The gene they repaired is MYBPC3. A mutation in it causes hypertrophic cardiomyopathy (HCM). With HCM, which is estimated to occur in 700,000 to 725,000 U.S. citizens — 1 in 500's heart muscle becomes thickened. Many people lead normal lives with it, with or without treatment. HCM isn't restricted to any particular group or gender, either, but the disease is especially worrisome in young people, where its first symptom can be sudden death — in fact, it's the most common cause of death in young athletes.
Word of the repair first appeared in i News, followed a week later by the peer-reviewed study in Nature. An international team authored the study, with scientists from Oregon, California, China, and South Korea.
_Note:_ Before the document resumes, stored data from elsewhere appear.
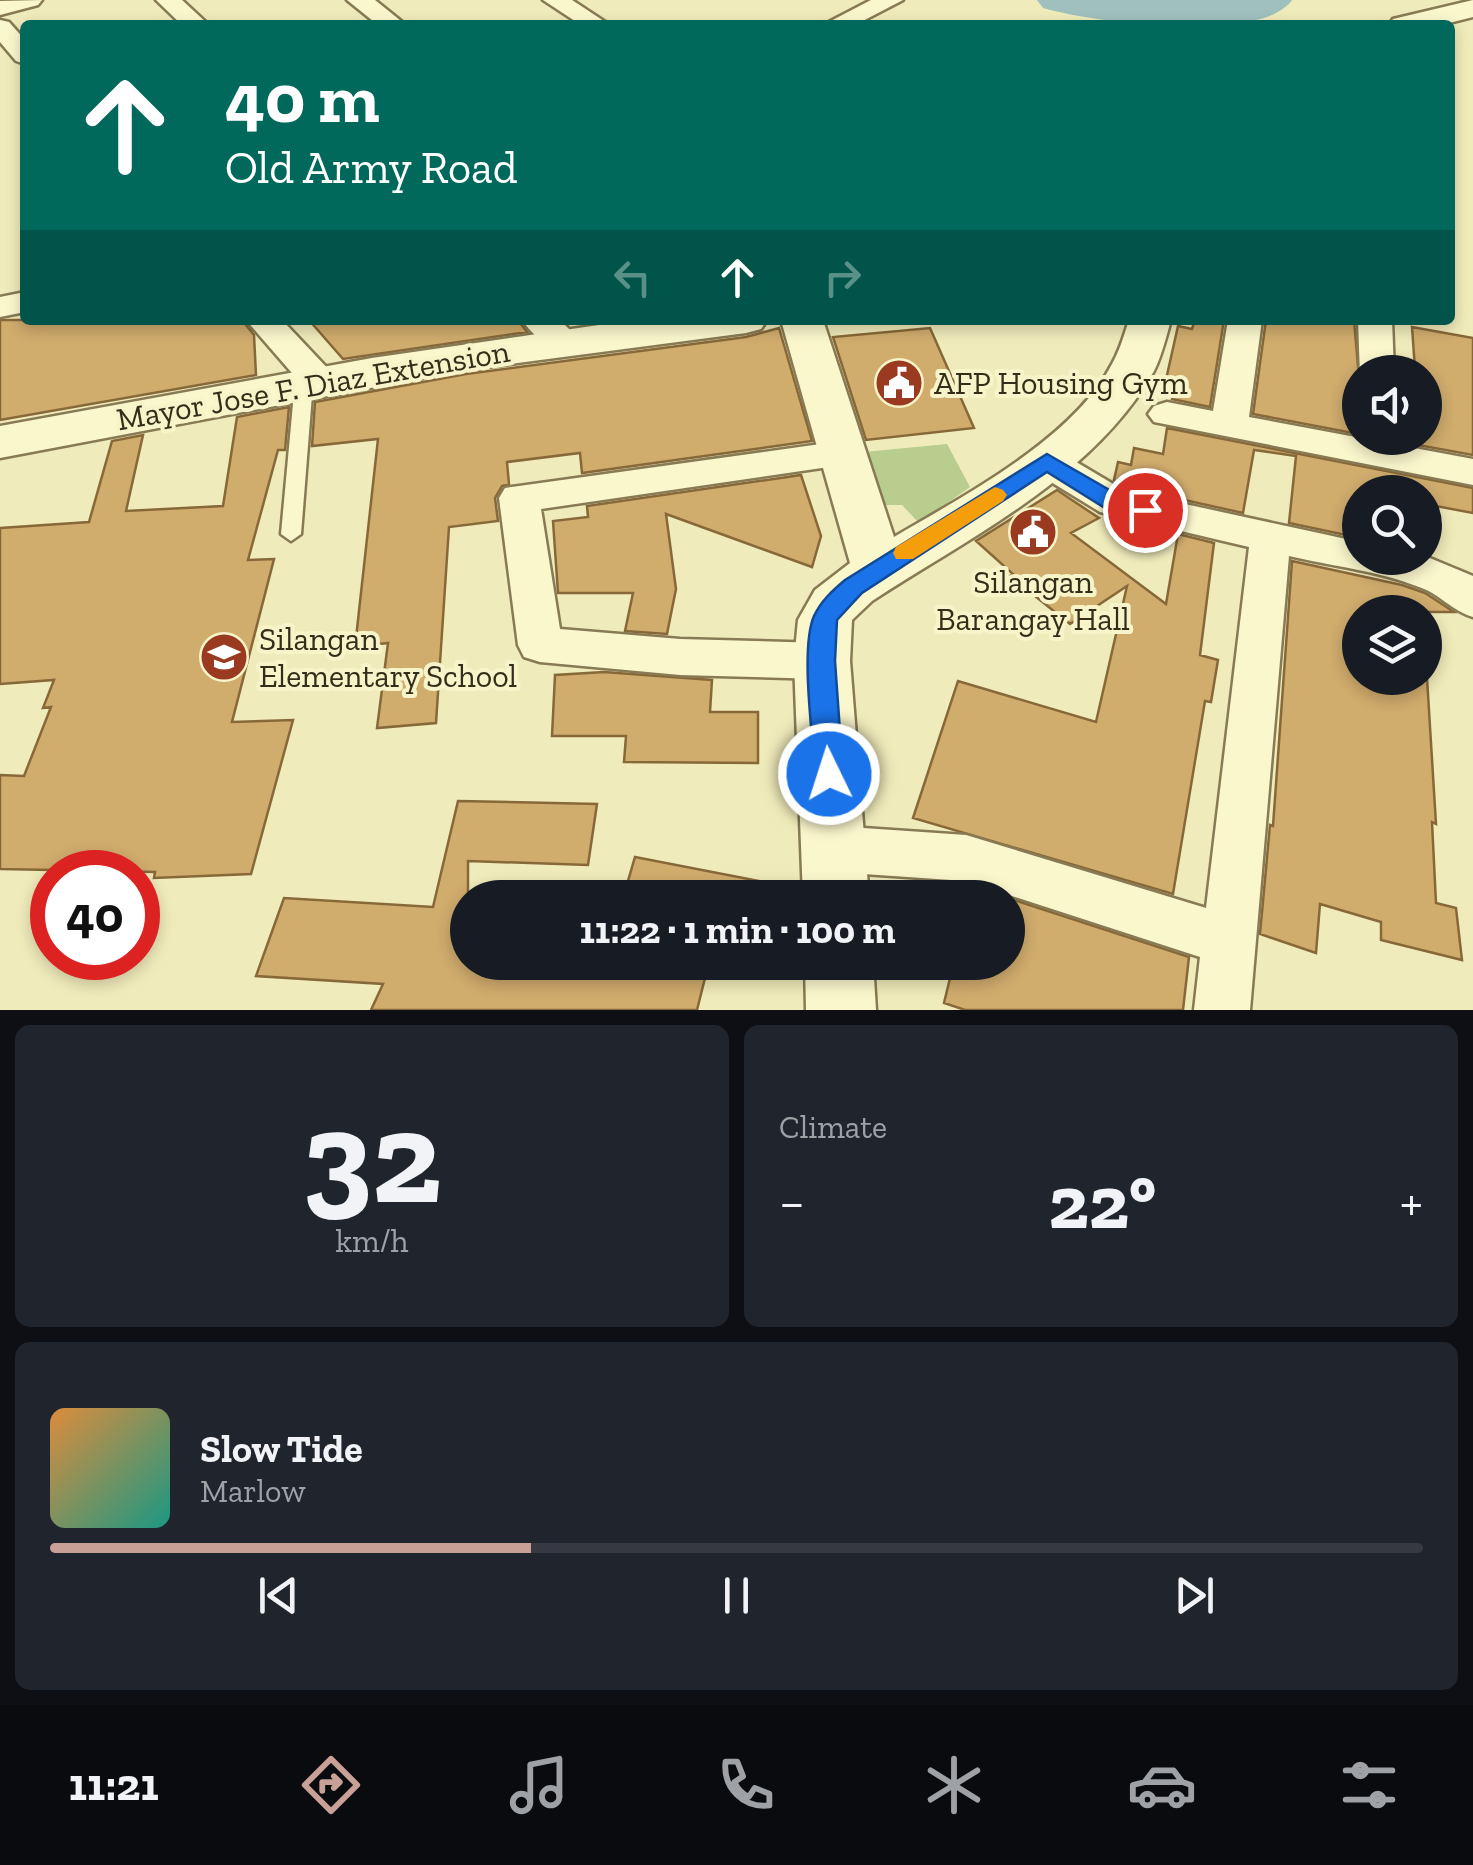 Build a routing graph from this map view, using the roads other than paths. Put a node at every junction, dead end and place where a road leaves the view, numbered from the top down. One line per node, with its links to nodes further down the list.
1 (30, 0): 6 (street)
2 (168, 0): 8 (street)
3 (358, 0): 9 (street)
4 (555, 0): 10 (street)
5 (891, 0): 11 (street)
6 (0, 8)
7 (1473, 8): 12 (street)
8 (191, 20)
9 (387, 20)
10 (589, 20)
11 (846, 20)
12 (1424, 20)
13 (0, 27): 14 (street)
14 (20, 50)
15 (266, 325): 23 (street)
16 (658, 325): 21 (street, Mayor Jose F. Diaz Extension)
17 (803, 325): 28 (street)
18 (1148, 325): 30 (street)
19 (1244, 325): 25 (street)
20 (1375, 325): 22 (street)
21 (552, 331): 23 (street, Mayor Jose F. Diaz Extension)
22 (1376, 355)
23 (311, 381): 27 (street, Mayor Jose F. Diaz Extension); 32 (lane)
24 (1167, 414): 25 (street)
25 (1229, 425): 26 (street)
26 (1342, 440)
27 (0, 442)
28 (842, 454): 34 (street); 36 (street)
29 (1413, 455): 31 (street)
30 (1047, 462): 33 (street); 34 (street)
31 (1473, 472)
32 (291, 534)
33 (1270, 539): 35 (street); 38 (street)
34 (878, 570): 36 (street)
35 (1473, 601)
36 (822, 661): 37 (street)
37 (836, 873): 38 (street)
38 (1228, 940): 41 (street)
39 (840, 980): 40 (street)
40 (841, 1010)
41 (1222, 1010)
They were led by senior author Shoukhrat Mitalipov, director of the Center for Embryonic Cell and Gene Therapy at Oregon Health and Science University (OHSU).
Shoukhrat Mitalipov (UYGHUR HUMAN RIGHTS PROJECT)
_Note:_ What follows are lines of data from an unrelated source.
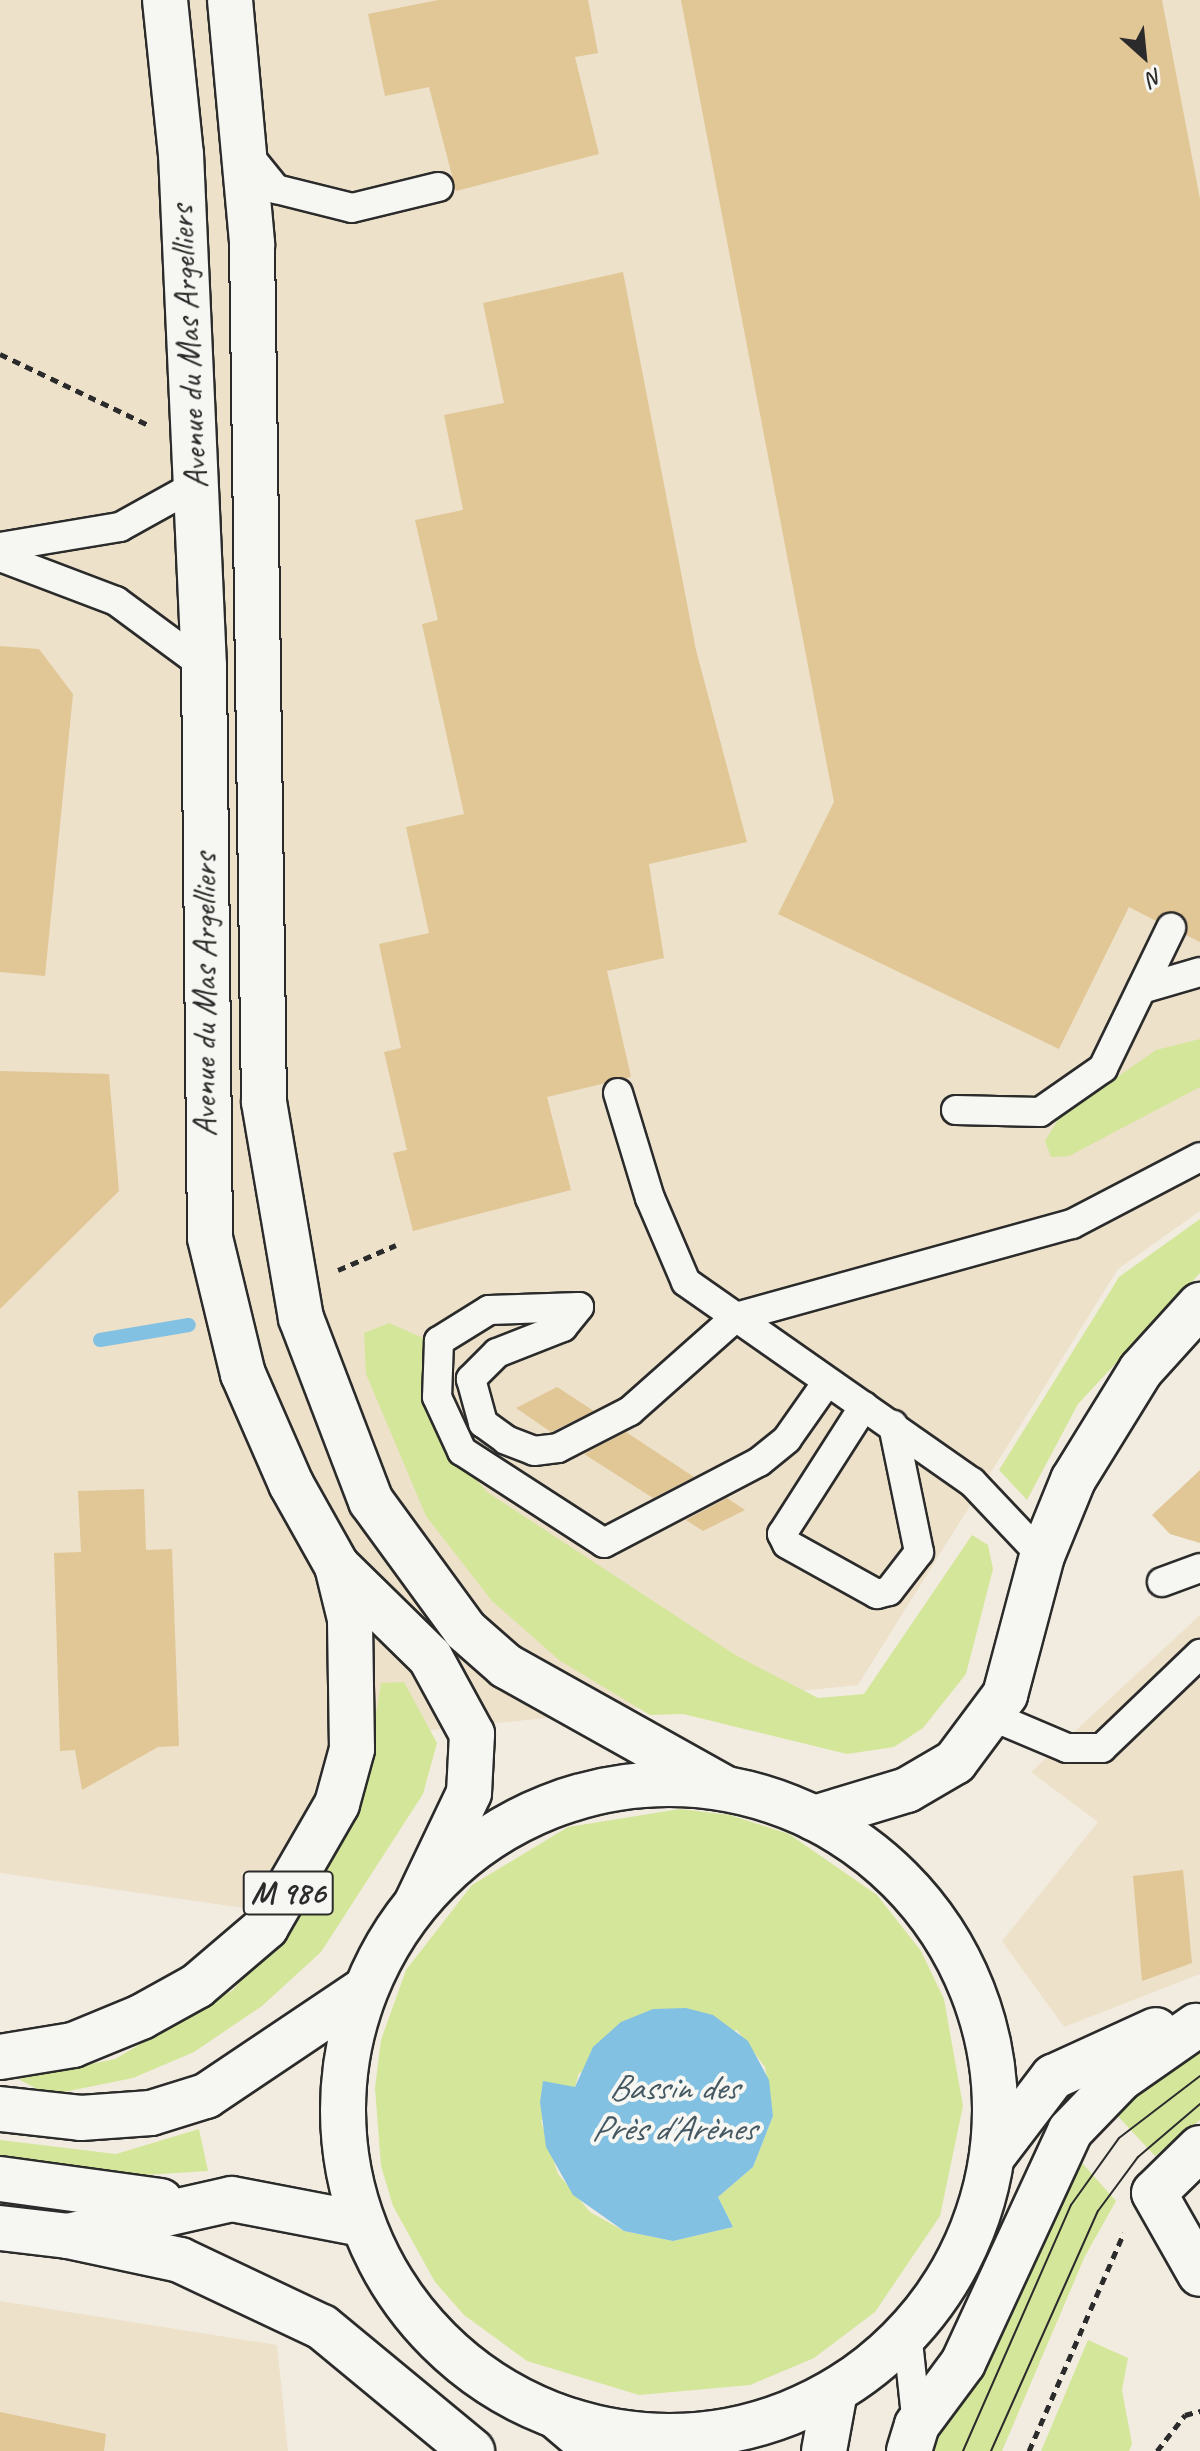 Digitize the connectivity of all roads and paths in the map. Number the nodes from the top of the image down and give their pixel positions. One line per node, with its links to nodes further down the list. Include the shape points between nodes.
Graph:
1 (165, 0): 7 (main road, Avenue du Mas Argelliers, via 181,154)
2 (230, 0): 3 (main road, Avenue du Mas Argelliers)
3 (246, 152): 4 (lane, via 276,189 352,208); 30 (main road, Avenue du Mas Argelliers, via 262,673 264,1102 301,1318 371,1501 465,1630 506,1666)
4 (438, 187)
5 (0, 354): 6 (path)
6 (152, 427)
7 (194, 486): 8 (lane, via 120,527); 10 (main road, Avenue du Mas Argelliers)
8 (0, 547)
9 (0, 557): 10 (lane, via 116,601)
10 (204, 666): 25 (main road, Avenue du Mas Argelliers, via 210,1238 262,1428)
11 (1171, 928): 13 (lane)
12 (1200, 972): 13 (lane)
13 (1142, 989): 15 (lane, via 1103,1068 1040,1112)
14 (618, 1093): 20 (lane, via 671,1257 686,1282)
15 (956, 1110)
16 (1200, 1157): 20 (lane, via 1072,1224)
17 (396, 1245): 18 (path)
18 (330, 1273)
19 (1200, 1305): 24 (main road, via 1141,1370 1104,1424)
20 (736, 1317): 21 (lane); 21 (lane, via 630,1411 558,1448 534,1451 483,1423 470,1400 471,1379 497,1353 563,1327 579,1307 489,1310 439,1341 437,1397 462,1451 604,1543 759,1462 787,1439)
21 (827, 1382): 22 (lane)
22 (864, 1406): 23 (lane); 23 (lane, via 782,1534 787,1544 877,1594 889,1591 919,1552)
23 (893, 1425): 24 (lane, via 995,1500)
24 (1042, 1556): 29 (main road, via 1005,1695)
25 (337, 1566): 32 (main road, Avenue du Mas Argelliers, via 430,1657 472,1734 469,1793); 35 (main road, M 986, via 350,1619 352,1749 337,1804 266,1927 197,1986 141,2017 73,2045)
26 (1200, 1568): 27 (lane)
27 (1162, 1582)
28 (1200, 1654): 29 (lane, via 1102,1748 1067,1748)
29 (989, 1715): 31 (main road, via 955,1762 907,1790)
30 (724, 1788): 31 (main road); 32 (main road, via 655,1784 588,1794 524,1818 466,1854)
31 (814, 1818): 38 (main road, via 901,1883 958,1958 984,2021 995,2089)
32 (417, 1902): 33 (main road)
33 (365, 1989): 36 (main road, via 206,2096 151,2113 81,2118); 42 (main road, via 345,2067 344,2130)
34 (1198, 2025): 38 (main road, via 1168,2025 1053,2077); 50 (main road, via 1120,2079 1070,2131 963,2363)
35 (0, 2057)
36 (0, 2109)
37 (1200, 2148): 40 (main road)
38 (992, 2157): 46 (main road, via 963,2251)
39 (0, 2179): 41 (main road)
40 (1154, 2193): 45 (main road); 54 (path, via 1106,2267)
41 (191, 2205): 42 (main road, via 281,2203); 44 (main road)
42 (362, 2224): 49 (main road, via 386,2275 428,2331 505,2393)
43 (0, 2228): 44 (main road)
44 (68, 2236): 51 (main road, via 180,2260 322,2327)
45 (1200, 2274)
46 (907, 2332): 47 (main road); 50 (lane)
47 (835, 2391): 49 (main road, via 769,2420 698,2435 626,2433); 53 (main road)
48 (1200, 2411): 55 (path, via 1185,2415)
49 (556, 2416): 52 (main road)
50 (913, 2438)
51 (472, 2451)
52 (597, 2451)
53 (824, 2451)
54 (1029, 2451)
55 (1157, 2451)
The new study involved embryos created with eggs from 12 healthy females injected with sperm from a male with the MYBPC3 mutation. The team tried twice, using a cas9 enzyme targeting the mutation they sought to snip out. The cas9 enzyme was accompanied by a synthetic DNA template modeled after a normal MYBPC3 gene, but chemically tagged so it could be identified by researchers later.
CRISPR After Fertilization
In the first experiments, the scientists fertilized 54 eggs with the sperm, and then injected the cas9 enzyme and template post-fertilization.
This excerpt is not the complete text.